What to produce
You are asked to filter the data below and copy every line holding "bridge".

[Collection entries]
·····

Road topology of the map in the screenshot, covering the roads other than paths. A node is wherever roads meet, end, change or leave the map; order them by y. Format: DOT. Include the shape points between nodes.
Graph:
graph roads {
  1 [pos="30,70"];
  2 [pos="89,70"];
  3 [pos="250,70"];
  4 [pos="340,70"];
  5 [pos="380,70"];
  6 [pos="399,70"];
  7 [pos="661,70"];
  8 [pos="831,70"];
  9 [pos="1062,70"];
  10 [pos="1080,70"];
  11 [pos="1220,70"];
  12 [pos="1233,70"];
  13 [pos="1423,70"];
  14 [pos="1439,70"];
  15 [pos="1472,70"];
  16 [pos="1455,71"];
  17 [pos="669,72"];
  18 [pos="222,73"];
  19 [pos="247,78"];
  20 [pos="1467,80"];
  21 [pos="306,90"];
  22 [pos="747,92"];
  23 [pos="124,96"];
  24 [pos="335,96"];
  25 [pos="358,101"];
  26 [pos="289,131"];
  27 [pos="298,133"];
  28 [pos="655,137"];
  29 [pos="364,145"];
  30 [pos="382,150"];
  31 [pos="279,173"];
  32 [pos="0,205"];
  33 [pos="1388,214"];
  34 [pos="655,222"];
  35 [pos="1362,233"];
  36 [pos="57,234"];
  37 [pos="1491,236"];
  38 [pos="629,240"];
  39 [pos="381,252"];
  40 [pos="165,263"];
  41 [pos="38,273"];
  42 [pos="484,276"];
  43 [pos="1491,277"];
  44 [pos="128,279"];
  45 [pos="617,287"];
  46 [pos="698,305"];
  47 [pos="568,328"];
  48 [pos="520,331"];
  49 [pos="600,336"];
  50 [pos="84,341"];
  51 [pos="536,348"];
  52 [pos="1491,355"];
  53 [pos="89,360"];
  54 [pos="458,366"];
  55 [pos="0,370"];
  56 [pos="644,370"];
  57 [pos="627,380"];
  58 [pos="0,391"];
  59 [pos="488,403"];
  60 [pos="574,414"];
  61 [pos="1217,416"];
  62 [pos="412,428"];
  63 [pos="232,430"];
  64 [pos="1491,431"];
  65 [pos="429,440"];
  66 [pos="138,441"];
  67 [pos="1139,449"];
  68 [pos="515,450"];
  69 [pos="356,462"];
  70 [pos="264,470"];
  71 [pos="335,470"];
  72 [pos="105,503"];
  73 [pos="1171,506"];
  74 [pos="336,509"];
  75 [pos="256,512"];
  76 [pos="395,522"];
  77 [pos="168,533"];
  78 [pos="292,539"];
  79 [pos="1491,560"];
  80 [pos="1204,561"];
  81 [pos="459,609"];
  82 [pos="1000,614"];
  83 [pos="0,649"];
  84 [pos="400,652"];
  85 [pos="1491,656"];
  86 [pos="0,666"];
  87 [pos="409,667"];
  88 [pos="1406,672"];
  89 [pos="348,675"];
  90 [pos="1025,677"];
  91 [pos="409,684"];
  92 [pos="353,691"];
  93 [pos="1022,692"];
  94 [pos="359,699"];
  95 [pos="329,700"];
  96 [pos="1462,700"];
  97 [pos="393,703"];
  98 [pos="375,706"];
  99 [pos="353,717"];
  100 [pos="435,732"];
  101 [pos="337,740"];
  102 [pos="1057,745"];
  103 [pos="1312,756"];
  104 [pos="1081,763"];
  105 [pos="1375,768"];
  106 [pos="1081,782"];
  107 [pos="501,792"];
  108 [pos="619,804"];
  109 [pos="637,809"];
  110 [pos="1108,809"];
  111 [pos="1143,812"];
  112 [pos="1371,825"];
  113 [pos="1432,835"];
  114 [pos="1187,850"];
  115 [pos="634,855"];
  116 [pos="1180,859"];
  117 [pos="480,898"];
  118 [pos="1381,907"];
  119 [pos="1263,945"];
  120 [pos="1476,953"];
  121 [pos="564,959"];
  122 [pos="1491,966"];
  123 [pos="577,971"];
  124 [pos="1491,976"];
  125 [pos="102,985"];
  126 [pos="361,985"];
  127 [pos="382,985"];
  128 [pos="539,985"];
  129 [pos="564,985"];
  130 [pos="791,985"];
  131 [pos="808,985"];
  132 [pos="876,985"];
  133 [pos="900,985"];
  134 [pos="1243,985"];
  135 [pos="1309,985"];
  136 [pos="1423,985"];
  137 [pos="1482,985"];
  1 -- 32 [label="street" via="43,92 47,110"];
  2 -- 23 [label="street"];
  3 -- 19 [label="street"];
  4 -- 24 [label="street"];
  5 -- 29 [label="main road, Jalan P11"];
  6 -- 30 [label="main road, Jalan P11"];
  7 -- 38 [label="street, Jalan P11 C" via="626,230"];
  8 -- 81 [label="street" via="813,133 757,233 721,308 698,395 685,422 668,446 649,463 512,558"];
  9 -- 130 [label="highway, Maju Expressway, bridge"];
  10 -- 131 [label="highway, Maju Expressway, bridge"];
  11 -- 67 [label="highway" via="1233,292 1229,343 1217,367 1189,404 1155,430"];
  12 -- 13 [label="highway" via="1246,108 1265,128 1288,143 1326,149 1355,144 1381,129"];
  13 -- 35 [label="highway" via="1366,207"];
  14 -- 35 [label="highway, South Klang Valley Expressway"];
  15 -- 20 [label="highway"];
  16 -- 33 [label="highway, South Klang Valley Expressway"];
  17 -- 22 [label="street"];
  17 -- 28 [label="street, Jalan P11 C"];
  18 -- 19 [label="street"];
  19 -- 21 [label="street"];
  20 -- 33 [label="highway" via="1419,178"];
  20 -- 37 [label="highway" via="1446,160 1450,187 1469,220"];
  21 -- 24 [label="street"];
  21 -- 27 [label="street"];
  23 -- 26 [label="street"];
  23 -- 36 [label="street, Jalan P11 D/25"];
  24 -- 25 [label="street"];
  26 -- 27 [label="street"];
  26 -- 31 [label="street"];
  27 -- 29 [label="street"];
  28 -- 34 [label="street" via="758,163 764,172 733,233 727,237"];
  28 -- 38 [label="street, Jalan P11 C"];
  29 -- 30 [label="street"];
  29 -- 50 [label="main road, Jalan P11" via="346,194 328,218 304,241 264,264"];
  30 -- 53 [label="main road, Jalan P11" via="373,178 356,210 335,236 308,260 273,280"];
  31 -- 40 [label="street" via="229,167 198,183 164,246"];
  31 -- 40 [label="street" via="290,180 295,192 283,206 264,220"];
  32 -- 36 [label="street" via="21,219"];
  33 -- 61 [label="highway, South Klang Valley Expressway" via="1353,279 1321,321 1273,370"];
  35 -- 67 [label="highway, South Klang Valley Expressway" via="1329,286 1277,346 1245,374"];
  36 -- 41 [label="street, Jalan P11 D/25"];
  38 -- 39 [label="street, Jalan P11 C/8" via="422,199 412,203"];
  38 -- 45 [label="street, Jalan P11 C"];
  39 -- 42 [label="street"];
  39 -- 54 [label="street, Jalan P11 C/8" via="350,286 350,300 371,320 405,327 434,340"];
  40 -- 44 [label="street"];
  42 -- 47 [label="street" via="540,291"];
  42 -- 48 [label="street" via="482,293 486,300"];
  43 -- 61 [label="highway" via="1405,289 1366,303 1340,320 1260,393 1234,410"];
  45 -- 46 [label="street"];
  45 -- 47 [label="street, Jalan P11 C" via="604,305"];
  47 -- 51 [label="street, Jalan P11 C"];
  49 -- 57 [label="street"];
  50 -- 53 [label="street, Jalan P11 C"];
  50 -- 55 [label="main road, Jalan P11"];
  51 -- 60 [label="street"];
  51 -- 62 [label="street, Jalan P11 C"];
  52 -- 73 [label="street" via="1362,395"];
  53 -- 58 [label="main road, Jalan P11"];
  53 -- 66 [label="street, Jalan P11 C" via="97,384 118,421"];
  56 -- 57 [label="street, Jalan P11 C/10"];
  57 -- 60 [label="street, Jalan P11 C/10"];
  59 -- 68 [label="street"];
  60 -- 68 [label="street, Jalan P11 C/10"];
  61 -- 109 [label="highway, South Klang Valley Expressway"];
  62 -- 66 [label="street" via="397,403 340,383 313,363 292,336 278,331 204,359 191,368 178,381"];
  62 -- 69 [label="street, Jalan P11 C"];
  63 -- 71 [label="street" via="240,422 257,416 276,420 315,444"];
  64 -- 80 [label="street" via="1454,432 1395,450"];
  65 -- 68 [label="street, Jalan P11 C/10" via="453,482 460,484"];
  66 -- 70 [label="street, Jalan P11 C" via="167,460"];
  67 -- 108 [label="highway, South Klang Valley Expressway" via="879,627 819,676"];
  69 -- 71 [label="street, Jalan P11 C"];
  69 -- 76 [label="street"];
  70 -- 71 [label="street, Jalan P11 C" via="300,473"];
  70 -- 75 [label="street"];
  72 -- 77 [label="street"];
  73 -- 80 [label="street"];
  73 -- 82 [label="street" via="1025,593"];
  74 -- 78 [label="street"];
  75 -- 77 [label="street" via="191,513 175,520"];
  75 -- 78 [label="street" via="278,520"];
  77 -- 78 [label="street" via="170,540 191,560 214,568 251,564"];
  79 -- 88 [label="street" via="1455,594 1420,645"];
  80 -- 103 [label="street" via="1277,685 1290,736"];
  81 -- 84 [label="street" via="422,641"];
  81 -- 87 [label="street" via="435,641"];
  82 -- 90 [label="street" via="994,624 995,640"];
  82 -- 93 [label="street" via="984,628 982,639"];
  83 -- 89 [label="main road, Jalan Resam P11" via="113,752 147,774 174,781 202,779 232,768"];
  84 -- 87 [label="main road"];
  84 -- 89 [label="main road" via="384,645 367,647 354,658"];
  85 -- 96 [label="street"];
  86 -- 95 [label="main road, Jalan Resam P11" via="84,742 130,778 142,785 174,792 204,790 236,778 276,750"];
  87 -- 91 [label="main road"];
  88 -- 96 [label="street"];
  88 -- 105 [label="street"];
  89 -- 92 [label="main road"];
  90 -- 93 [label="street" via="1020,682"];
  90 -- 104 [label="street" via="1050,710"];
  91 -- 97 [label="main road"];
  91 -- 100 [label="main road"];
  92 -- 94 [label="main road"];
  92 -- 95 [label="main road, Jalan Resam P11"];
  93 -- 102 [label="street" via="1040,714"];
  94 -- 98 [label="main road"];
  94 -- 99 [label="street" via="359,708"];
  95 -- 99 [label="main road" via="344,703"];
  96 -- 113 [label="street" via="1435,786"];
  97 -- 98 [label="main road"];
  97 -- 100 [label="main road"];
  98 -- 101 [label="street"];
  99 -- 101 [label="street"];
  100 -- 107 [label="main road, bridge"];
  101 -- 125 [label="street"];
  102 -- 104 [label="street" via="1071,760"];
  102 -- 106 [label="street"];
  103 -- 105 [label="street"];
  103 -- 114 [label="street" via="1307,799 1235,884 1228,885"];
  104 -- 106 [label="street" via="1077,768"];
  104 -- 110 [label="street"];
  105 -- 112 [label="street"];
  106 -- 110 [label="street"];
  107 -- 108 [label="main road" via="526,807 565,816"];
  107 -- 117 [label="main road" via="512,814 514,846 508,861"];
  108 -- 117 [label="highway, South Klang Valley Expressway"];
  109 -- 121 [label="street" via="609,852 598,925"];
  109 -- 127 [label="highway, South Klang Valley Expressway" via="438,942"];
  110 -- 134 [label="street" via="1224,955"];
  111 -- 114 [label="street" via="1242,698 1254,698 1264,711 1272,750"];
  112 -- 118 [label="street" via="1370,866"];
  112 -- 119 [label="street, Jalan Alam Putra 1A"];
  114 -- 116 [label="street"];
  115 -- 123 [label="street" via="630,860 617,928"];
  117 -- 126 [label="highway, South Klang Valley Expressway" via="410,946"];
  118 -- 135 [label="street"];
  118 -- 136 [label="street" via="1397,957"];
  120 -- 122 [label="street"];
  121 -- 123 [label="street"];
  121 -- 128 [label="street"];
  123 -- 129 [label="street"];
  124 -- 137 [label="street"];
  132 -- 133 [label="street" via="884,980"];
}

·····

The answer
  9 -- 130 [label="highway, Maju Expressway, bridge"];
  10 -- 131 [label="highway, Maju Expressway, bridge"];
  100 -- 107 [label="main road, bridge"];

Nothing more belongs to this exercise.